Task prompt → Return a copy of every line in the data below that contains "Duarte".

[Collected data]
************

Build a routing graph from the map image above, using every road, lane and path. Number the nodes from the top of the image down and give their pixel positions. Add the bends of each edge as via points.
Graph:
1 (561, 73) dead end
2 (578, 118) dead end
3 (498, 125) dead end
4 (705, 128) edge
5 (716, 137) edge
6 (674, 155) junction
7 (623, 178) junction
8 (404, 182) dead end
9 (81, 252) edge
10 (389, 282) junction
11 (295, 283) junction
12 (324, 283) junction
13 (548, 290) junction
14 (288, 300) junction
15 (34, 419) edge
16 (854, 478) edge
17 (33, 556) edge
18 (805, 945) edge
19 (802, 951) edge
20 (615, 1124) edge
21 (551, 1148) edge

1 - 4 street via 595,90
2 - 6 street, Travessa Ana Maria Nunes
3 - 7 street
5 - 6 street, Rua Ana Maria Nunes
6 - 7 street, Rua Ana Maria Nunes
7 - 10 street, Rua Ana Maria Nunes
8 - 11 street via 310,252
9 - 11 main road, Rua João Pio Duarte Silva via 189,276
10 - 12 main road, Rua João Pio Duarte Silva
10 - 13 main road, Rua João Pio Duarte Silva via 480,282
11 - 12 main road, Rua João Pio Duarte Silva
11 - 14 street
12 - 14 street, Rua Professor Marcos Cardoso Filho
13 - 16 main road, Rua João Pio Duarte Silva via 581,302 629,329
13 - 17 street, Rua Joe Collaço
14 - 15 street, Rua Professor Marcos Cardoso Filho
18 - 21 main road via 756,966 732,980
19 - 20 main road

************

Exercise output →
9 - 11 main road, Rua João Pio Duarte Silva via 189,276
10 - 12 main road, Rua João Pio Duarte Silva
10 - 13 main road, Rua João Pio Duarte Silva via 480,282
11 - 12 main road, Rua João Pio Duarte Silva
13 - 16 main road, Rua João Pio Duarte Silva via 581,302 629,329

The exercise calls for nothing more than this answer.